## Task brief
In the entries below, count the lines that include the word "main" and reply with the number alone.
-- Raw data follows --
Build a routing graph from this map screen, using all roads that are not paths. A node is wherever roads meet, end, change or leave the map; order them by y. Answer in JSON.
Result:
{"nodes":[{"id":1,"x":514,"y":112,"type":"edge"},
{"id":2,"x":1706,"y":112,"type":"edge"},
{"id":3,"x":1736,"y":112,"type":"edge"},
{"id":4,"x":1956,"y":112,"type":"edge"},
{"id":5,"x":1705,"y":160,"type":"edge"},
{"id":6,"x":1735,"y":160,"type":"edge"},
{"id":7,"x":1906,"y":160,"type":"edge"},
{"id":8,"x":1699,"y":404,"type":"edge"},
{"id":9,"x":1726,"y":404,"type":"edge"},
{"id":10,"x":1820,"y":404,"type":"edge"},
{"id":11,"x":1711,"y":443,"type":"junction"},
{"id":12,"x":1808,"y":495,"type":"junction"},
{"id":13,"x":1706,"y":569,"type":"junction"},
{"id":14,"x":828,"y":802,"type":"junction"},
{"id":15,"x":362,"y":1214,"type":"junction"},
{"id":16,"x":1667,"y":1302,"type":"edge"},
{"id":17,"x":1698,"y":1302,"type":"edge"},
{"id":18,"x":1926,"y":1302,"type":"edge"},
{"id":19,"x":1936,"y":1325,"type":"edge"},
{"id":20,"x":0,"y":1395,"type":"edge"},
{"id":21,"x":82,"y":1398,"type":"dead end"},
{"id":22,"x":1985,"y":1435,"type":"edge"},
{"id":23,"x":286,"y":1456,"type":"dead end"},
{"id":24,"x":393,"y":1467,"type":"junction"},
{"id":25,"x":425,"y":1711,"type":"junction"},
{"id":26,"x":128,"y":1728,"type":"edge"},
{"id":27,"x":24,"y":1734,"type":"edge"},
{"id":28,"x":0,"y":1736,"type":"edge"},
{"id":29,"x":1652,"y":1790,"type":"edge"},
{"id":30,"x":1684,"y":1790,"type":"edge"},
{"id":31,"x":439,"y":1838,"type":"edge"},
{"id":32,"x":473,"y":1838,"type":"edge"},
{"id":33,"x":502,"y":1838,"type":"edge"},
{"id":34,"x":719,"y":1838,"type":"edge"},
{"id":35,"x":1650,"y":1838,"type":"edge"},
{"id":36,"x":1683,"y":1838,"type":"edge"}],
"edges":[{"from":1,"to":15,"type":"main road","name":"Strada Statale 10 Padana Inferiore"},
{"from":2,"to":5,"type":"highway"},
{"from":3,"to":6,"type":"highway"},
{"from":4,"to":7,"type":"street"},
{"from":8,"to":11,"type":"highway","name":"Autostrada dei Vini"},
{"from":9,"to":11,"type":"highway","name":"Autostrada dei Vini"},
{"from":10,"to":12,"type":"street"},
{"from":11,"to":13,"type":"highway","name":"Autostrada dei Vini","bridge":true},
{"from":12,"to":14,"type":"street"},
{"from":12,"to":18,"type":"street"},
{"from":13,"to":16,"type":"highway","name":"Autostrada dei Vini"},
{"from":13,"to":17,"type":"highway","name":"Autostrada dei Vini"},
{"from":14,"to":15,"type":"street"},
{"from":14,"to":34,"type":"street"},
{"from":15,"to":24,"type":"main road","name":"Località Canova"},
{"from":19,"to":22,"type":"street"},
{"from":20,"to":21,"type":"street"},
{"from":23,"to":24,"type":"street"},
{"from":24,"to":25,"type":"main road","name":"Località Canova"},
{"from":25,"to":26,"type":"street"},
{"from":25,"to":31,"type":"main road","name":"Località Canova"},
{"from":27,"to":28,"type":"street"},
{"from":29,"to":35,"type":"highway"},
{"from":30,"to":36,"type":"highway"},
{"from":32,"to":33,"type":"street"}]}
-- Raw data concluded --
## Written response
4